Can shallow geothermal systems work in non-volcanic areas?
Yes, and they are the most practical option for most regions. Shallow geothermal systems, like earth-air heat exchangers (EAHE), use the stable temperature of the ground just a few meters down, which is consistent regardless of tectonic activity. A study in a hot arid region found that at just 3 meters depth, the ground stays at about 32°C in summer and 29°C in winter [3]. This stable temperature allows an EAHE to provide a maximum cooling capacity of 1000 megajoules per day and a heating capacity of 890 megajoules per day for every cubic meter of air circulated [3]. That is enough to significantly reduce energy costs for heating or cooling a greenhouse or building, even in a desert climate with no volcanic activity nearby.
The key advantage is that shallow geothermal does not require high underground temperatures. It simply uses the earth as a thermal battery, which works in most soil types and climates. This makes it a viable option for individual homes, farms, or small commercial buildings in places like the UK, where geothermal currently makes up only 4.5% of renewable energy use, largely due to regulatory hurdles rather than technical limitations [2].
What about deep geothermal for power generation? Is it possible outside volcanic zones?
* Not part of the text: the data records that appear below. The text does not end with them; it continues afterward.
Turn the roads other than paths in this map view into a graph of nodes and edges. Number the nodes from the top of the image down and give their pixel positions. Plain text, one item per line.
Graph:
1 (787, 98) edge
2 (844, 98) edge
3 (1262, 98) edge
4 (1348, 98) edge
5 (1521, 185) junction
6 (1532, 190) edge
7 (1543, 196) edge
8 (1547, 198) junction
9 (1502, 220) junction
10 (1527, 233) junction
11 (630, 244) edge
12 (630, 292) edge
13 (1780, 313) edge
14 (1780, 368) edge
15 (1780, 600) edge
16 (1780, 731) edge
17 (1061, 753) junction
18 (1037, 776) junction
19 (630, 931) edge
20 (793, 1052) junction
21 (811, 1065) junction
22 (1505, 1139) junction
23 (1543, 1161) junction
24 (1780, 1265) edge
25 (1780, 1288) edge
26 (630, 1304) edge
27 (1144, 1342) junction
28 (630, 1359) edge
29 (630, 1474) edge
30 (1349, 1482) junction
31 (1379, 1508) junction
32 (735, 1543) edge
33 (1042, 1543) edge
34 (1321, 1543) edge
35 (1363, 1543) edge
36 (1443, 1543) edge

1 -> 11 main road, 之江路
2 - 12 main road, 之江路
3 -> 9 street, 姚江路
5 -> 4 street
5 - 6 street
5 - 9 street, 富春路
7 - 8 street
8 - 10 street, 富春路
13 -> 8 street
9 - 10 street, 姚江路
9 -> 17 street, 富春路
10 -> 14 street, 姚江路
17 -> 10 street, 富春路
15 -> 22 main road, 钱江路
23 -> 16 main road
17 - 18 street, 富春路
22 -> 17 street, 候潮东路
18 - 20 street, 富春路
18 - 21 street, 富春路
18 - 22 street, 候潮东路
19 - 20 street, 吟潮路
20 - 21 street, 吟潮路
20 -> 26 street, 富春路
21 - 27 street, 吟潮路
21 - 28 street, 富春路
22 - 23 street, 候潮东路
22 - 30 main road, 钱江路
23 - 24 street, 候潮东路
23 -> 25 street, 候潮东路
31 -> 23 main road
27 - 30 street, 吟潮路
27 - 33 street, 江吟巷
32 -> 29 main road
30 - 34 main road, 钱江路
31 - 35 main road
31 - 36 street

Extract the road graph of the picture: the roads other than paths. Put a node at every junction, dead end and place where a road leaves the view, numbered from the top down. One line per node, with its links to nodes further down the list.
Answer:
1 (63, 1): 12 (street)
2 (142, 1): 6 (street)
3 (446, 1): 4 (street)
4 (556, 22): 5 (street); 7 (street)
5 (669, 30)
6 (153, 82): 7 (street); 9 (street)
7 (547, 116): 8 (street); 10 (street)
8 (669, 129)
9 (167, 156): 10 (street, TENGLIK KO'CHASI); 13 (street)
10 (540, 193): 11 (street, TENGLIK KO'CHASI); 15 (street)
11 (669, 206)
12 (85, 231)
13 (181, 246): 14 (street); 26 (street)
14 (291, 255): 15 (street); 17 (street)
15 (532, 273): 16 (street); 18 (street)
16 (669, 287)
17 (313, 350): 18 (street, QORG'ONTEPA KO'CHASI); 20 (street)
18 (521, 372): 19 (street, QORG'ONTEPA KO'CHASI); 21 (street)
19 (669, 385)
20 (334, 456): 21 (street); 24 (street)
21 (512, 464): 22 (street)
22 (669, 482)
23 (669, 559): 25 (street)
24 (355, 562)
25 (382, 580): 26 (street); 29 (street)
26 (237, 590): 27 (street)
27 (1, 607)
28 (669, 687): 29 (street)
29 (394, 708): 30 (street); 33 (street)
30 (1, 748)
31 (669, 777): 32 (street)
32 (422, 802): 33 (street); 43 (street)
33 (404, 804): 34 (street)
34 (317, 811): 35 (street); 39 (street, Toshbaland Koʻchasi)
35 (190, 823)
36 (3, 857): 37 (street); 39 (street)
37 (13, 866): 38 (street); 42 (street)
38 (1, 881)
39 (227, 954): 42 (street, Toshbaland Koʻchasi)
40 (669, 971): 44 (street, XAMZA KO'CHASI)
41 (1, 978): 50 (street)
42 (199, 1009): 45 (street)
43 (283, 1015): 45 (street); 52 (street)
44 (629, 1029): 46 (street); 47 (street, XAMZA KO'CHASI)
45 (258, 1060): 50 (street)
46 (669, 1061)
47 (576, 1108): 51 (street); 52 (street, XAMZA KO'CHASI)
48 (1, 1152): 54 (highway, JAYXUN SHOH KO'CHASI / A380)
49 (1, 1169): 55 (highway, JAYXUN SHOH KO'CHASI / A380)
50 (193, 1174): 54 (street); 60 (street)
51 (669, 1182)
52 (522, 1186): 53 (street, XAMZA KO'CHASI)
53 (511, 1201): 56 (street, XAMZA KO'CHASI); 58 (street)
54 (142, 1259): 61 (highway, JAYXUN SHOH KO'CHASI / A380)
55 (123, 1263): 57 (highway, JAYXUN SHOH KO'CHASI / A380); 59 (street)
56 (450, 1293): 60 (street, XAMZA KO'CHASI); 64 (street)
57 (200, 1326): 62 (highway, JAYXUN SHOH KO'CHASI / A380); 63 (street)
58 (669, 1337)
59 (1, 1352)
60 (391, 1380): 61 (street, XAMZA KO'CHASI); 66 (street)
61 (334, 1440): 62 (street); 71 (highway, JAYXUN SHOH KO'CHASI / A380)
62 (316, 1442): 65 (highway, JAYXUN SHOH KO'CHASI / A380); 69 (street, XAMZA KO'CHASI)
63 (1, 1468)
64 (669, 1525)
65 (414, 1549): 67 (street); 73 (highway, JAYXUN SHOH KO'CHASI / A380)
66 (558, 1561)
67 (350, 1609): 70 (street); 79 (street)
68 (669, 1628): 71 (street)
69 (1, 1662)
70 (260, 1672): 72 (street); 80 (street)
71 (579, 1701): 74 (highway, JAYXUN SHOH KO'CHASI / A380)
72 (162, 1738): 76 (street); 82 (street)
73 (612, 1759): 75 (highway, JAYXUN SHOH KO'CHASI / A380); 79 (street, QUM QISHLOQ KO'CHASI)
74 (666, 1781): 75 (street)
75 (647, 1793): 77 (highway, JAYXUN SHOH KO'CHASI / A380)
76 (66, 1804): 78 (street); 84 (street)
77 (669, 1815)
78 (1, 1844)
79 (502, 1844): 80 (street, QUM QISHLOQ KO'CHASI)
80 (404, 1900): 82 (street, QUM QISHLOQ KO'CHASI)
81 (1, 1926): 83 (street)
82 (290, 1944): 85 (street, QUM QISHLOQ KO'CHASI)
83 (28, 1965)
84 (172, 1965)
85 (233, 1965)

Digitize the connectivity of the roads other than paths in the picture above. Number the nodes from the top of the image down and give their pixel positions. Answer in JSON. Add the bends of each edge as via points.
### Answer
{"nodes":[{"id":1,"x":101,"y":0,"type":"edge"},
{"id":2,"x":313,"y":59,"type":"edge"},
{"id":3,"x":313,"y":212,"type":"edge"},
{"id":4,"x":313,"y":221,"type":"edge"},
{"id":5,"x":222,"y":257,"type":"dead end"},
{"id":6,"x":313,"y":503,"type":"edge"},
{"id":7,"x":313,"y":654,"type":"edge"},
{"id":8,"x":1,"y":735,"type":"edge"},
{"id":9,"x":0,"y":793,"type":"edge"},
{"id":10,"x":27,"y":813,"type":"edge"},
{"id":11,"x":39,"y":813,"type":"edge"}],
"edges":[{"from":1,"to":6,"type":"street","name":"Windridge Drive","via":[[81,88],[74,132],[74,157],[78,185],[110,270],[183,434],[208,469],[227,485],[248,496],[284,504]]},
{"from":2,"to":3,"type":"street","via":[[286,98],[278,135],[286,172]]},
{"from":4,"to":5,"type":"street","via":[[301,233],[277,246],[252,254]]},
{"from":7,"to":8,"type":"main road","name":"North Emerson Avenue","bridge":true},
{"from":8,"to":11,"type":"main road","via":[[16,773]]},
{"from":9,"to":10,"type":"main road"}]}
Deep geothermal for electricity generation is possible but much more challenging outside tectonically active regions. It requires finding hot water or rock at depths of 2-5 kilometers, with temperatures typically above 100°C. In stable regions, these conditions are rarer and often require deeper drilling, which is expensive. For example, in India, most of the 340 identified geothermal springs are low-enthalpy (below 100°C), suitable only for direct heating, not power generation [4]. However, some promising sites exist: reservoir simulations suggest that the Puga field in the Himalayas could produce over 3 megawatts of power if drilled to at least 500 meters depth [4]. Similarly, in the Lviv region of Ukraine, six boreholes have found water at 120°C at depths over 3000 meters, which could be used for district heating via a doublet system (one production well, one injection well) [5].
The catch is cost and risk. Deep drilling is expensive, and the regulatory framework in many countries (like the UK) does not adequately address the upfront costs or the risk of depleting the geothermal resource [2]. So while deep geothermal is technically viable in some non-volcanic areas, it is not a universal solution and requires careful geological surveys and financial incentives to be economically viable.
What is the bottom line for someone considering geothermal in a stable region?
The viability of geothermal energy outside tectonically active regions comes down to matching the technology to the local resource. For heating and cooling individual buildings or greenhouses, shallow geothermal (like ground-source heat pumps or earth-air heat exchangers) is almost always viable and cost-effective, as it relies on the stable shallow ground temperature, not on volcanic heat [3]. For large-scale district heating or power generation, you need to find a deep, hot aquifer or hot dry rock, which is less common but possible in some areas, as seen in India and Ukraine [4][5]. In such cases, a doublet system (two wells) is often the most efficient design [5].
A key takeaway is that even in stable regions, geothermal can be a reliable, constant source of energy. A multigeneration system using a geothermal source can achieve an energetic efficiency of 54.22% and produce 103 MW of power, along with fresh water and hydrogen [1]. However, that study assumed a high-temperature geothermal source, which is not available everywhere. For most people in non-volcanic areas, the most practical path is shallow geothermal for direct heating and cooling, which works anywhere and has a proven track record.
Sources used in this answer
Energy and Exergy Analysis of a Geothermal Sourced Multigeneration System for Sustainable City
A geothermal multigeneration system can achieve 54.22% energetic efficiency and produce 103 MW of power, 0.1266 kg/s of hydrogen, and 37.6 kg/s of fresh water, but assumes a high-temperature geothermal source.
The role of regulation in geothermal energy in the UK
Geothermal energy is underutilized in the UK (only 4.5% of renewable energy), largely due to a lack of clear regulation for environmental impacts and financial support for high upfront costs.
Geothermal Energy Potential for Cooling/Heating Greenhouses in Hot Arid Regions
In hot arid regions, a shallow earth-air heat exchanger buried at 3 m depth can provide 1000 MJ/day cooling and 890 MJ/day heating per cubic meter of air, using stable ground temperatures of 32°C (summer) and 29°C (winter).
A review on geothermal energy resources in India: past and the present.
India has about 340 geothermal springs, mostly low-enthalpy (below 100°C), but the Puga field in the Himalayas could potentially produce over 3 MW of power if drilled to 500 m depth.
Prospects for development of geothermal energy in Lviv region
In the Lviv region of Ukraine, six boreholes found geothermal waters at 120°C at depths over 3000 m, suitable for district heating using a doublet well system.